I've been flying a lot back-and-forth between Austin and my home in North Carolina (taking care of my dad), and one advantage of all that travel time is that I get to read a LOT. My summer folklore project took shape from a book I read on my way to Austin last time, and I also read two other books while in airports/airplanes that I thought would be of interest to fellow Canvassers.
Yes, the title sounds hokey, but this book was highly recommended to me by a friend, and it is really good!
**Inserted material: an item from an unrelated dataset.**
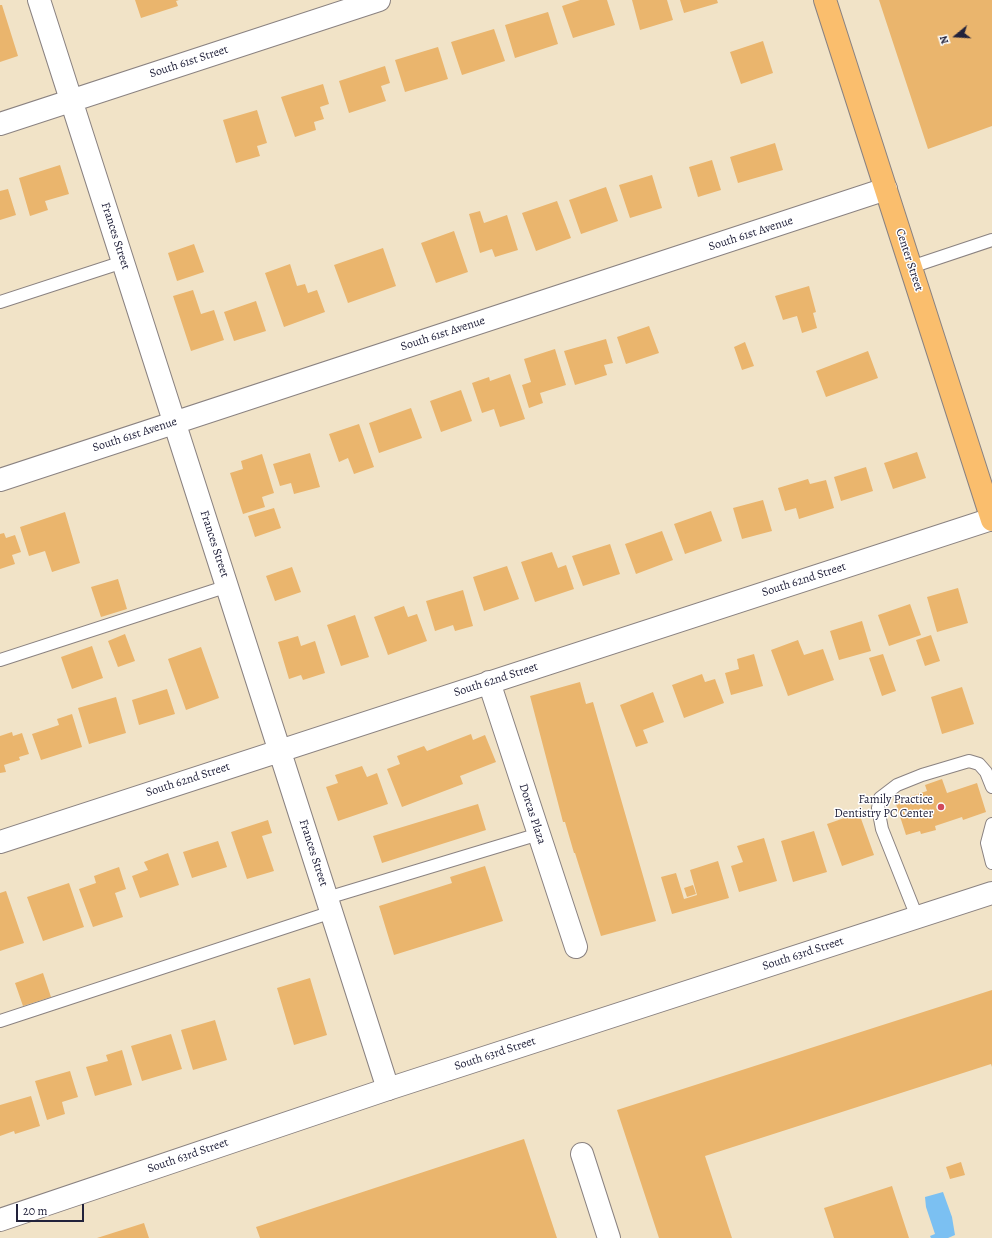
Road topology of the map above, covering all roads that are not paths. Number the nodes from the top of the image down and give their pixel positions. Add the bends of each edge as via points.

Richard Wiseman is a psychology professor in England (see Wikipedia), and in this book he provides a rapid-fire, highly focused summary of all kinds of psychology research into topics of huge interest to educators: happiness, persuasion, motivation, creativity, attraction, relationships, stress, and decision-making. parenting, and personality. He provides lots of simple exercises (including a lot of writing-based exercises, perfect for my writing-focused courses!) that take less than a minute but which are proven to work (i.e. supported by psychological research). I really enjoyed this book and plan to read more by this author.
How To Talk So Kids Can Learn by Adele Faber and Elaine Mazlish
I found out about this book from Jennifer Gonzalez and her fabulous blog, Cult of Pedagogy. Specifically, I read her book review, which starts with this powerful opening sentence: "If I could only choose one book to put into the hands of teachers, it would be How to Talk So Kids Can Learn."
So, based on that alone, I knew I had to read this book. And it is FABULOUS. I didn't exactly learn anything new, but I felt so affirmed because this book lays out clearly the kinds of strategies I developed over the past 20 years, making many mistakes along the way. So, you can skip years of mistakes and just read this book ha ha. I sure wish I had read this book all those years ago. It's excellent, and I sure hope the people working on the "Nudge" project have read this book and taken its lessons to heart, because there is nothing robotic about this. Instead, the basic theme of the book is that you have to start by accepting your students' emotions and crafting your words in full acknowledgment of those emotions. Acknowledging emotions is not something that college instructors talk about much. So, even though this book was written with K-12 teachers in mind, I actually think it could be of most value to people in higher ed for whom this might be entirely new territory, pedagogically speaking.
The use of cartoons to reinforce the strategies is a fun part of the book too. These are screenshots from my Kindle for the section of the book on "reasons and explanations" versus "fantasy" -- I use this fantasy strategy all the time with my students, but I never knew what to call it. Now I do! :-)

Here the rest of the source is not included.